General Architecture

Denodo Aracne is divided into two independent modules:

  • Aracne Server (ARN-CRAWLER): The crawling module is an automatic unstructured data retrieval tool for information that is available in the Web, file systems, e-mail servers, etc. (see Denodo Aracne Architecture). Denodo Aracne has a series of crawlers for different sources of unstructured data.
  • Aracne Search/Index Engine Server (ARN-INDEXER): The indexing and search module allows storing documents to subsequently carry out searches on them.

Denodo Aracne also includes an administration tool for configuring, managing, and searching indexes.

The normal way of using Denodo Aracne is through the Denodo Scheduler. This is achieved by defining ARN-type tasks for using any of the crawling engines implemented by Denodo Aracne or ARN-Index tasks (which enables automatic maintenance operations on the ARN-Indexer indexes, such as the elimination of documents which are old, obsolete, no longer accessible, etc.).

Furthermore, the Aracne Index Engine Server can also be used for exporting the results of any Denodo Scheduler task. Then, complex Boolean, keyword-based searches can be executed on the created index.

The figure below shows the Denodo Aracne architecture with its two servers–crawling and indexing/search–and their relation to Denodo Scheduler. Additionally, Denodo Aracne has its own indexing/query API (see section Denodo Aracne API - Search/Indexing).

Denodo Aracne Architecture

Denodo Aracne Architecture

The ARN-Crawler core is comprised of the following crawling robots:

  • WebBot and MSIECrawler crawl through the Web hypertext structure, starting with a group of initial URLs, and recursively retrieve all pages accessible from the source URL group. They also allow connecting to an FTP server and obtaining the information contained in all the files and subdirectories of a specified directory. Multiple languages are supported for crawled documents.

    WebBot is capable, moreover, of exploring a file system (even if located in a shared folder) considering a directory as an initial URL and extracting data contained in all its files and subdirectories.

  • POP3/POP3S/IMAP/IMAPS Crawler. This allows retrieving data of e-mails contained in servers accessible through POP3, POP3S, IMAP or IMAPS protocols. It includes support for attached files.

  • Salesforce.com Crawler. Allows the retrieval of data contained in entities of data accessible via an account with the on-line service Salesforce.com.

  • CustomCrawler.

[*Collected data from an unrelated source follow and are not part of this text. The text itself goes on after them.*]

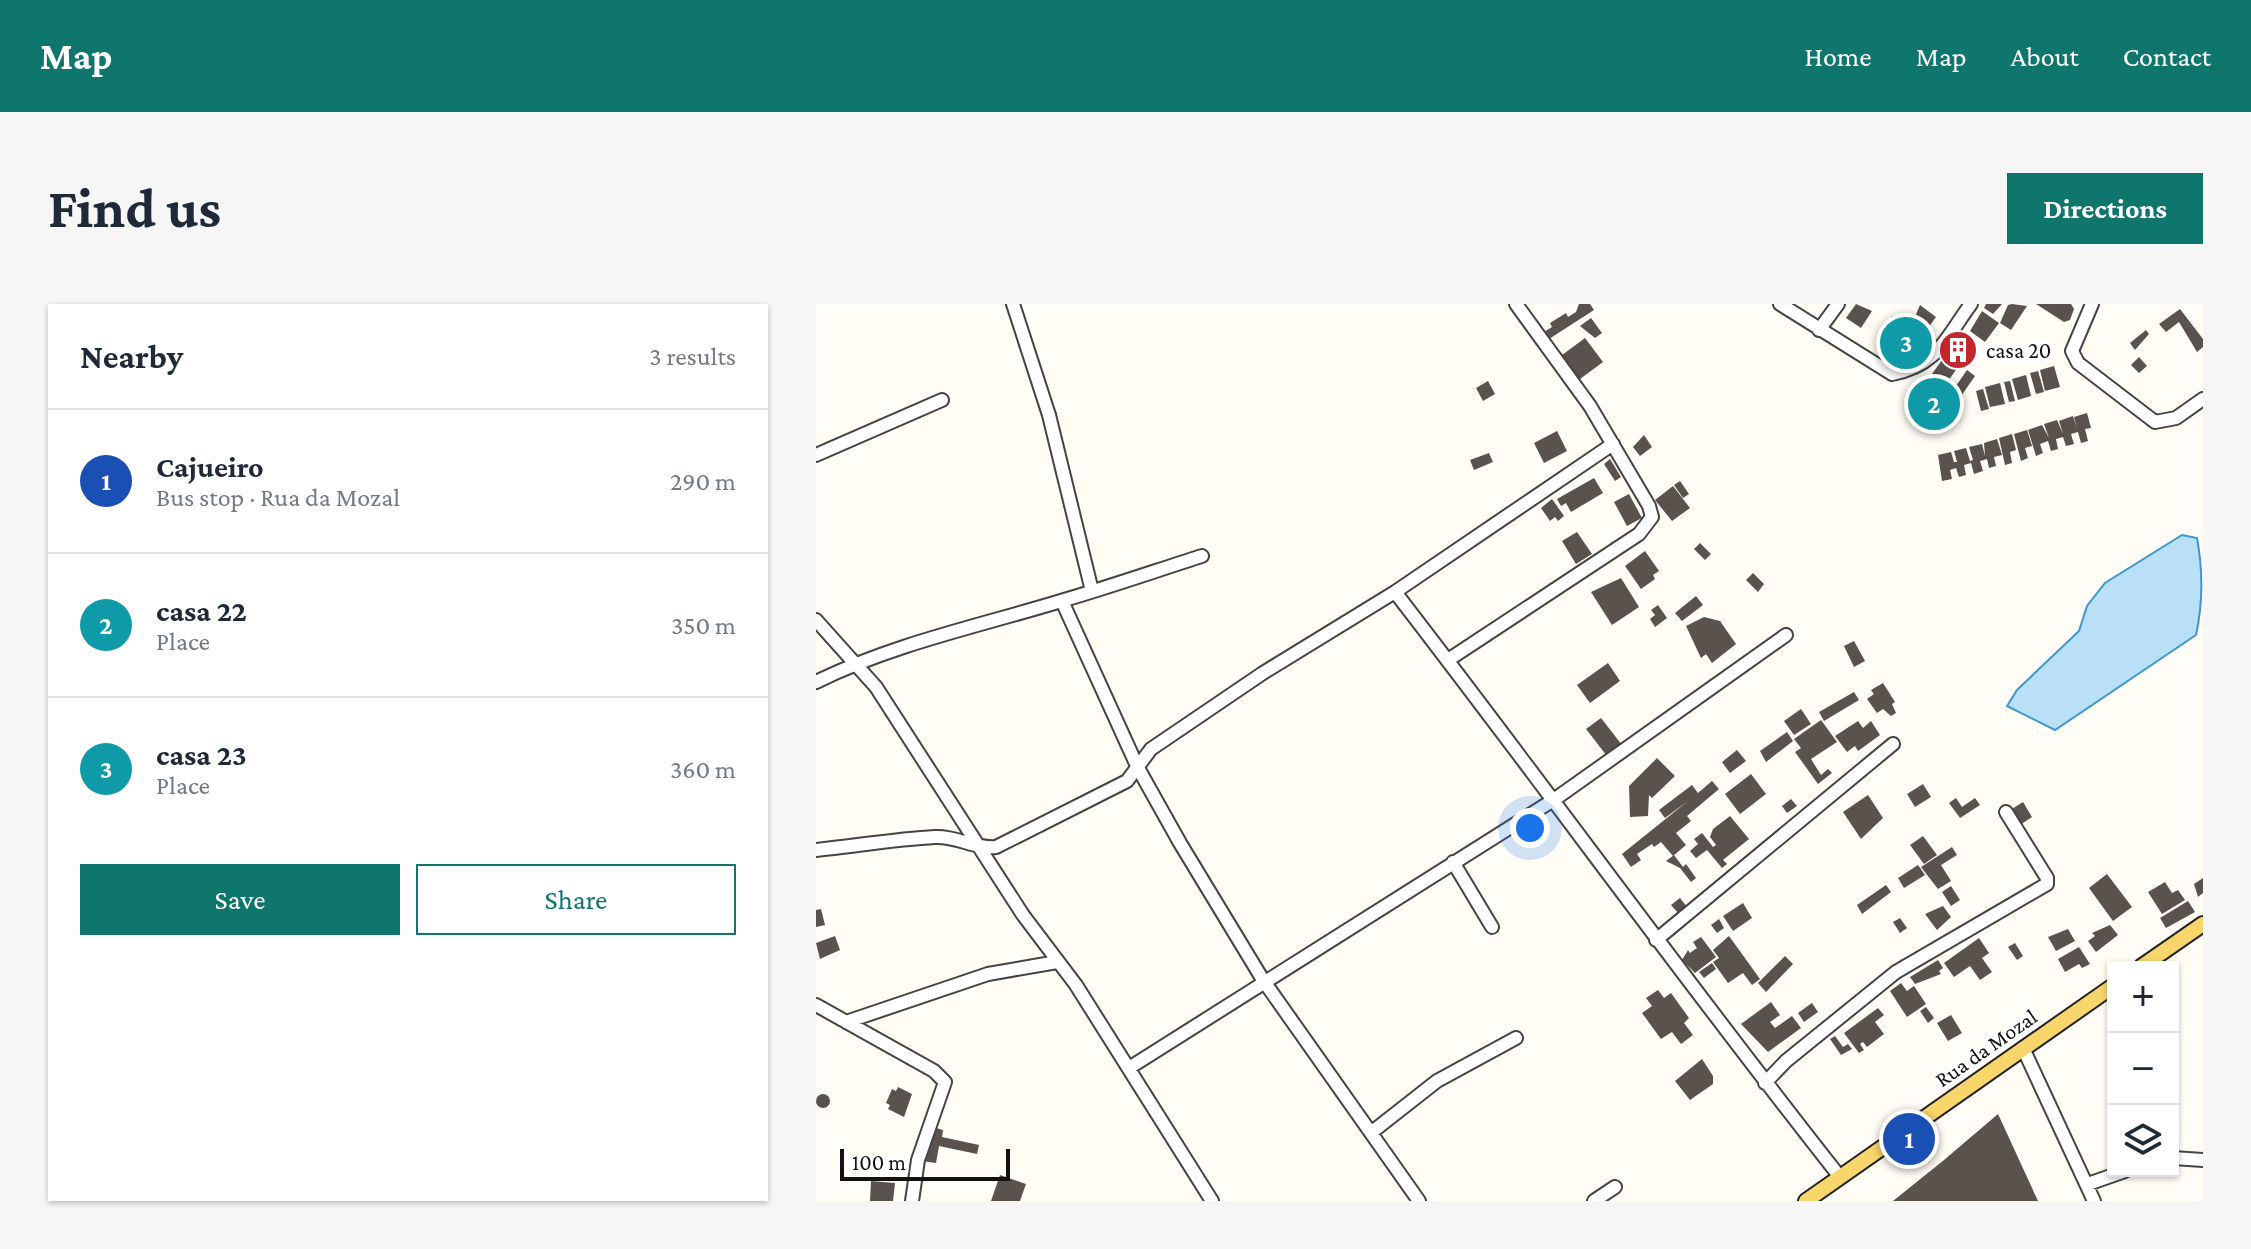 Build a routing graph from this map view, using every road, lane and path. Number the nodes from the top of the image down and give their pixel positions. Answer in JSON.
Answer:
{"nodes":[{"id":1,"x":1013,"y":304,"type":"edge"},
{"id":2,"x":1516,"y":304,"type":"edge"},
{"id":3,"x":1780,"y":304,"type":"edge"},
{"id":4,"x":1838,"y":304,"type":"edge"},
{"id":5,"x":1971,"y":304,"type":"edge"},
{"id":6,"x":2092,"y":304,"type":"edge"},
{"id":7,"x":1819,"y":330,"type":"junction"},
{"id":8,"x":2203,"y":399,"type":"edge"},
{"id":9,"x":942,"y":400,"type":"dead end"},
{"id":10,"x":1613,"y":444,"type":"junction"},
{"id":11,"x":816,"y":455,"type":"edge"},
{"id":12,"x":1202,"y":556,"type":"dead end"},
{"id":13,"x":1092,"y":591,"type":"junction"},
{"id":14,"x":1395,"y":592,"type":"junction"},
{"id":15,"x":1062,"y":601,"type":"junction"},
{"id":16,"x":816,"y":620,"type":"edge"},
{"id":17,"x":1786,"y":635,"type":"dead end"},
{"id":18,"x":1448,"y":660,"type":"junction"},
{"id":19,"x":856,"y":665,"type":"junction"},
{"id":20,"x":816,"y":682,"type":"edge"},
{"id":21,"x":1893,"y":744,"type":"dead end"},
{"id":22,"x":1138,"y":768,"type":"junction"},
{"id":23,"x":1555,"y":799,"type":"junction"},
{"id":24,"x":2006,"y":812,"type":"dead end"},
{"id":25,"x":977,"y":847,"type":"junction"},
{"id":26,"x":816,"y":850,"type":"edge"},
{"id":27,"x":1453,"y":862,"type":"junction"},
{"id":28,"x":2203,"y":924,"type":"edge"},
{"id":29,"x":1492,"y":927,"type":"dead end"},
{"id":30,"x":1656,"y":940,"type":"junction"},
{"id":31,"x":2150,"y":961,"type":"edge"},
{"id":32,"x":1057,"y":962,"type":"junction"},
{"id":33,"x":1263,"y":980,"type":"junction"},
{"id":34,"x":2107,"y":990,"type":"edge"},
{"id":35,"x":816,"y":1005,"type":"edge"},
{"id":36,"x":846,"y":1022,"type":"junction"},
{"id":37,"x":1516,"y":1038,"type":"dead end"},
{"id":38,"x":2023,"y":1048,"type":"junction"},
{"id":39,"x":1129,"y":1068,"type":"junction"},
{"id":40,"x":1765,"y":1083,"type":"junction"},
{"id":41,"x":1372,"y":1132,"type":"junction"},
{"id":42,"x":2179,"y":1158,"type":"edge"},
{"id":43,"x":2203,"y":1160,"type":"edge"},
{"id":44,"x":1840,"y":1177,"type":"junction"},
{"id":45,"x":2108,"y":1177,"type":"edge"},
{"id":46,"x":2088,"y":1184,"type":"junction"},
{"id":47,"x":1615,"y":1187,"type":"dead end"},
{"id":48,"x":912,"y":1201,"type":"edge"},
{"id":49,"x":1212,"y":1201,"type":"edge"},
{"id":50,"x":1419,"y":1201,"type":"edge"},
{"id":51,"x":1594,"y":1201,"type":"edge"},
{"id":52,"x":1806,"y":1201,"type":"edge"},
{"id":53,"x":2094,"y":1201,"type":"edge"}],
"edges":[{"from":1,"to":13,"type":"street"},
{"from":2,"to":10,"type":"street"},
{"from":3,"to":7,"type":"street"},
{"from":4,"to":7,"type":"street"},
{"from":5,"to":7,"type":"street"},
{"from":6,"to":8,"type":"street"},
{"from":9,"to":11,"type":"street"},
{"from":10,"to":14,"type":"street"},
{"from":10,"to":18,"type":"street"},
{"from":12,"to":13,"type":"street"},
{"from":13,"to":15,"type":"street"},
{"from":14,"to":18,"type":"street"},
{"from":14,"to":22,"type":"street"},
{"from":15,"to":19,"type":"street"},
{"from":15,"to":22,"type":"street"},
{"from":16,"to":19,"type":"street"},
{"from":17,"to":23,"type":"street"},
{"from":18,"to":23,"type":"street"},
{"from":19,"to":20,"type":"street"},
{"from":19,"to":25,"type":"street"},
{"from":21,"to":30,"type":"street"},
{"from":22,"to":25,"type":"street"},
{"from":22,"to":33,"type":"street"},
{"from":23,"to":27,"type":"street"},
{"from":23,"to":30,"type":"street"},
{"from":24,"to":40,"type":"street"},
{"from":25,"to":26,"type":"street"},
{"from":25,"to":32,"type":"street"},
{"from":27,"to":29,"type":"street"},
{"from":27,"to":33,"type":"street"},
{"from":28,"to":31,"type":"main road"},
{"from":30,"to":40,"type":"street"},
{"from":32,"to":36,"type":"street"},
{"from":32,"to":39,"type":"street"},
{"from":33,"to":39,"type":"street"},
{"from":33,"to":41,"type":"street"},
{"from":34,"to":38,"type":"main road","name":"Rua da Mozal"},
{"from":35,"to":36,"type":"street"},
{"from":36,"to":48,"type":"street"},
{"from":37,"to":41,"type":"street"},
{"from":38,"to":44,"type":"main road","name":"Rua da Mozal"},
{"from":38,"to":46,"type":"street"},
{"from":39,"to":49,"type":"street"},
{"from":40,"to":44,"type":"street"},
{"from":41,"to":50,"type":"street"},
{"from":42,"to":43,"type":"street"},
{"from":44,"to":52,"type":"main road","name":"Rua da Mozal"},
{"from":45,"to":46,"type":"street"},
{"from":46,"to":53,"type":"street"},
{"from":47,"to":51,"type":"street"}]}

Allows extracting the data from a data source through the Java implementation provided by the Denodo Aracne administrator. This type of robot allows ad-hoc construction of a crawler for a specific source.

The configuration of each type of specific crawler is described in detail in the Scheduler Administration Guide, where the ARN extraction tasks are created. The same is applicable to the maintenance actions of ARN-Indexer.

The query engine (see Denodo Aracne Architecture) receives queries from users through either the Web interface or the Aracne search API, retrieves results relevant to this query using the data contained in the index, and displays the response obtained to the user in the form of a list of documents.

The indexing and search module allows:

  • Indexing documents in various formats through Denodo Scheduler: HTML, PDF, Microsoft Word, Excel, PowerPoint, RSS (versions 0.91, 0.92, 1.0, and 2.0), EML, etc.
  • Using “stemming” features to allow more reliable document searches, since matches are not limited to exact word searches; words with the same lemma/root will also match.
  • Multi-field searches. This way, queries on various parts of a document (title, summary, body, etc.) can be combined.
  • Various indexes to be held, which allows different theme search engines to be created.
  • Results ordered by relevance based on the TFIDF algorithm.
  • Advanced searches with operators +, -, *, AND, OR, fuzzy search for similar words, search by configurable proximity of terms, etc.